▸ **Task**
Pull every line containing "edge" from the listing.

▸ **Records for this task**

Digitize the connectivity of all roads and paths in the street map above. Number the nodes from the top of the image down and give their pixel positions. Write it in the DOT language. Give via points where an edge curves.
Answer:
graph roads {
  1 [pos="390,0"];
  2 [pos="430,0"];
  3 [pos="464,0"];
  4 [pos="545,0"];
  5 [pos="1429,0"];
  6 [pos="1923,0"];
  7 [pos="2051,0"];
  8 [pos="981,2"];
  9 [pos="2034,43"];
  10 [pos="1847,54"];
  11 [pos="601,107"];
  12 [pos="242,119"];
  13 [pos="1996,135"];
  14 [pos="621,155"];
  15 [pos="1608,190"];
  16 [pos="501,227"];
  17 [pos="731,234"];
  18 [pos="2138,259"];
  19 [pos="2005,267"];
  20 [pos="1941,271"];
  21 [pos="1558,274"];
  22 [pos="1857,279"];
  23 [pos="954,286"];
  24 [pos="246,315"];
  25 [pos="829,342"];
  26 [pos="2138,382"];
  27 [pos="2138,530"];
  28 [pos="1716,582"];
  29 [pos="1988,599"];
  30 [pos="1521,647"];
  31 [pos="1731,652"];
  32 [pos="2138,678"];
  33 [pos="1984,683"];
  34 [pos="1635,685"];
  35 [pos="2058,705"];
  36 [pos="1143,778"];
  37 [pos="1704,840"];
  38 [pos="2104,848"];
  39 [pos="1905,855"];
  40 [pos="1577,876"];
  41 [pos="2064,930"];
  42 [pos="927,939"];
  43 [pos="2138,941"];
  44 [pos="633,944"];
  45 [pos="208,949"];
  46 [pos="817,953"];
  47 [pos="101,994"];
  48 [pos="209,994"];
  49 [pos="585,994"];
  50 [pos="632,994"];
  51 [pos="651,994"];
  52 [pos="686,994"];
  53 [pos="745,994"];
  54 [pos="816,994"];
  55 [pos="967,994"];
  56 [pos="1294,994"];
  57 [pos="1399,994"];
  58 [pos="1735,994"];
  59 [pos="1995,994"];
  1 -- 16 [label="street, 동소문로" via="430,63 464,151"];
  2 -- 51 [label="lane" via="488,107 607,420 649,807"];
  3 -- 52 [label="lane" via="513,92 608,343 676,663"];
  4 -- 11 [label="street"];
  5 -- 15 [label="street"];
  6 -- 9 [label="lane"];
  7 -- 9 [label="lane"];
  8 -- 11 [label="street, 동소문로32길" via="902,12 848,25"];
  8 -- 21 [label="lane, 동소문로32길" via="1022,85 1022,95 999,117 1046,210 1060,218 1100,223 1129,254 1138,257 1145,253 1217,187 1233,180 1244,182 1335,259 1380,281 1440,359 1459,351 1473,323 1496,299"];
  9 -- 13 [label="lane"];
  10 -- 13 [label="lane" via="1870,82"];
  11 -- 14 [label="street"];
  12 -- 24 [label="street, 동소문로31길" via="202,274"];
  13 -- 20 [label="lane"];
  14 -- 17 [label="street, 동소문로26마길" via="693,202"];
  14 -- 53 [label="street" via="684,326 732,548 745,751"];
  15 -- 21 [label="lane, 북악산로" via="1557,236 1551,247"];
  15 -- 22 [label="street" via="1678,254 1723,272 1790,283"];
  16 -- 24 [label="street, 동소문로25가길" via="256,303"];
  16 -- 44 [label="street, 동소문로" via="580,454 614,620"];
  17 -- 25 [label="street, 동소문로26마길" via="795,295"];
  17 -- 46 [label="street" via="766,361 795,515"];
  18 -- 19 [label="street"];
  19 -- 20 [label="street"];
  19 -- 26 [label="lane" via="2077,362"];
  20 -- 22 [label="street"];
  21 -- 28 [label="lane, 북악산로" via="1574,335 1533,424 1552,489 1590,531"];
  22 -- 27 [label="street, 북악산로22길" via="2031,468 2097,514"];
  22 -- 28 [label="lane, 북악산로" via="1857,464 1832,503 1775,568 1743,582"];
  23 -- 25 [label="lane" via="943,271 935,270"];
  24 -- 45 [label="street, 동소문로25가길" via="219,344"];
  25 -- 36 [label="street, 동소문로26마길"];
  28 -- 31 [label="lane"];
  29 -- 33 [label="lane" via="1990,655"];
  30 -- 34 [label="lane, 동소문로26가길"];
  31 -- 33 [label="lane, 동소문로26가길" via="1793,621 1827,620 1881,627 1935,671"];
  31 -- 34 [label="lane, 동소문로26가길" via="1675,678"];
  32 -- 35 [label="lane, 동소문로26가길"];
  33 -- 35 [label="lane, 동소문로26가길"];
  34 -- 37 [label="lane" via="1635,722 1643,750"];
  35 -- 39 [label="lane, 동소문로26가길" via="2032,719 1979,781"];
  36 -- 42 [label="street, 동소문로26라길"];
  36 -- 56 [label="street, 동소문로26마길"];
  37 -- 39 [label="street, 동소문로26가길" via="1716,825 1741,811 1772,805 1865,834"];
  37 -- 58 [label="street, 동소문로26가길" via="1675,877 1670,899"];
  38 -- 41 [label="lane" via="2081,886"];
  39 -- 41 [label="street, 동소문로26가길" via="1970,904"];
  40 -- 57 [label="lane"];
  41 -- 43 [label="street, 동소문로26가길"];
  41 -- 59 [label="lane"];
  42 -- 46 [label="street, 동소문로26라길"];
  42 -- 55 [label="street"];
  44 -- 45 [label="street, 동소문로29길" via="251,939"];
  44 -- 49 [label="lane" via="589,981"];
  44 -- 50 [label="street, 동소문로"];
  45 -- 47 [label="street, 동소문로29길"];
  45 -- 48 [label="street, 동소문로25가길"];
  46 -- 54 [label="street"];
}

...

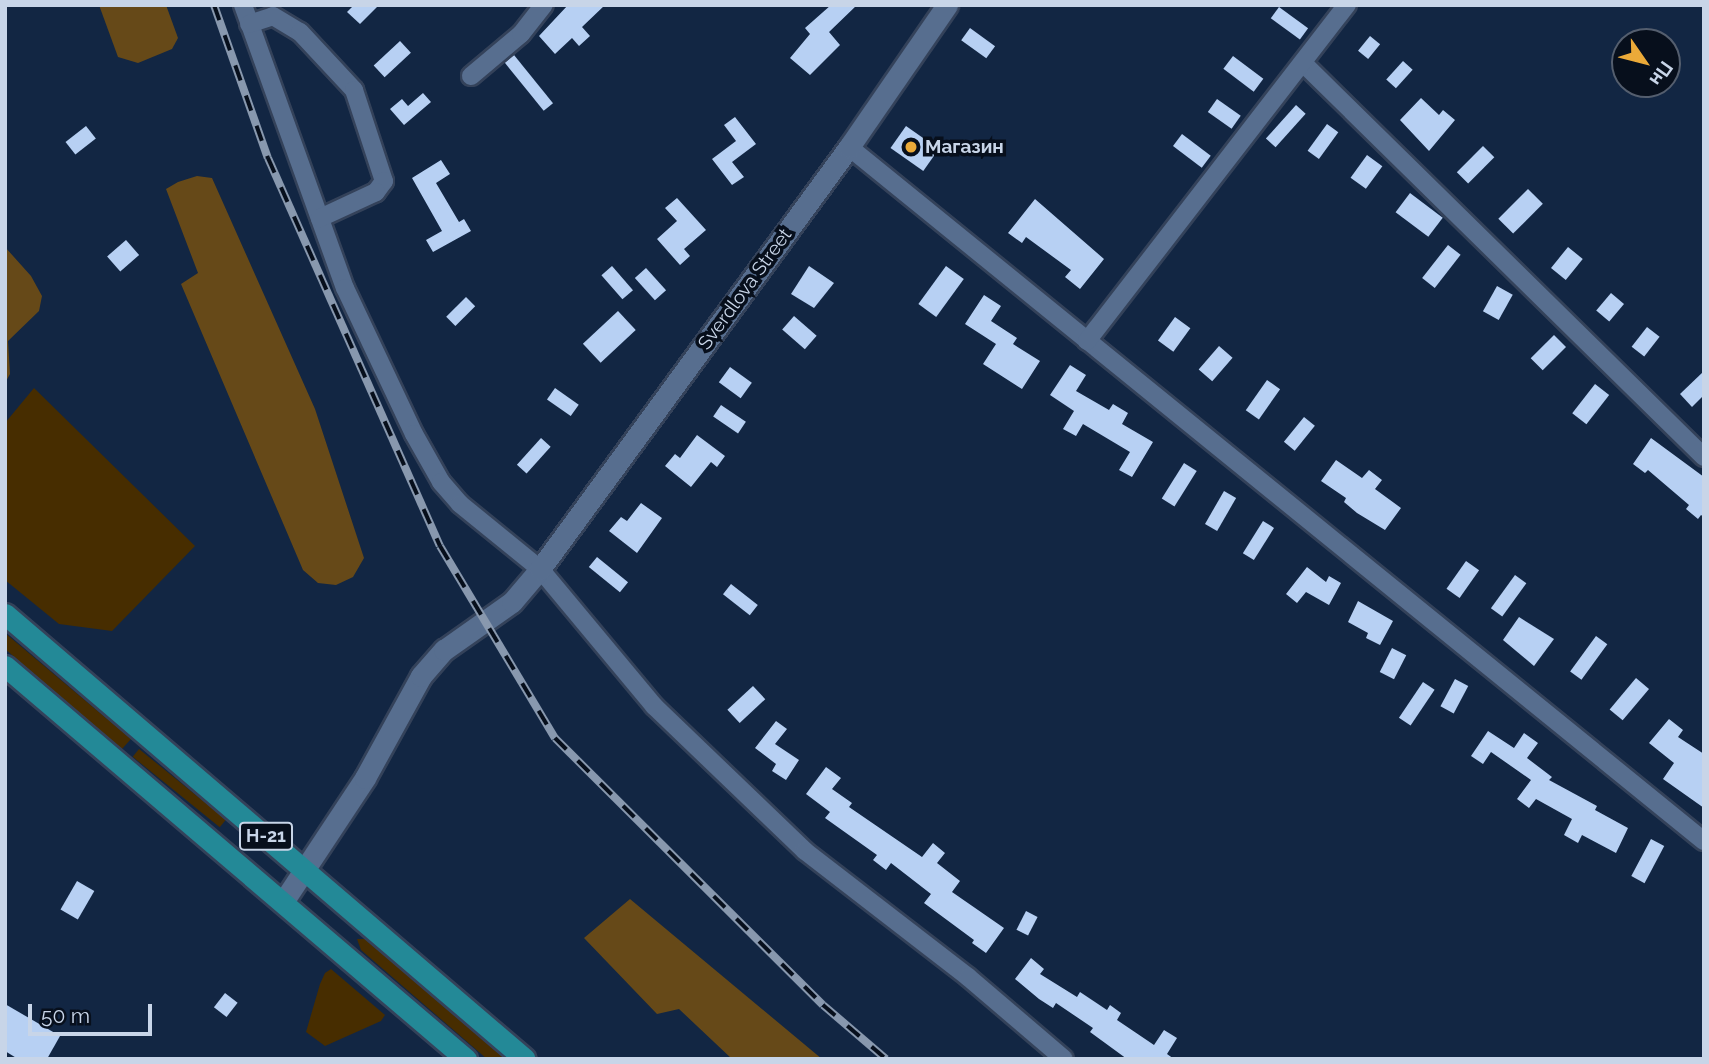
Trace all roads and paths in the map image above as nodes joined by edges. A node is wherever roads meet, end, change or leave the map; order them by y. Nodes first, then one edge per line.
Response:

▸ **Answer to this problem**
Digitize the connectivity of all roads and paths in the street map above. Number the nodes from the top of the image down and give their pixel positions. Write it in the DOT language. Give via points where an edge curves.
Trace all roads and paths in the map image above as nodes joined by edges. A node is wherever roads meet, end, change or leave the map; order them by y. Nodes first, then one edge per line.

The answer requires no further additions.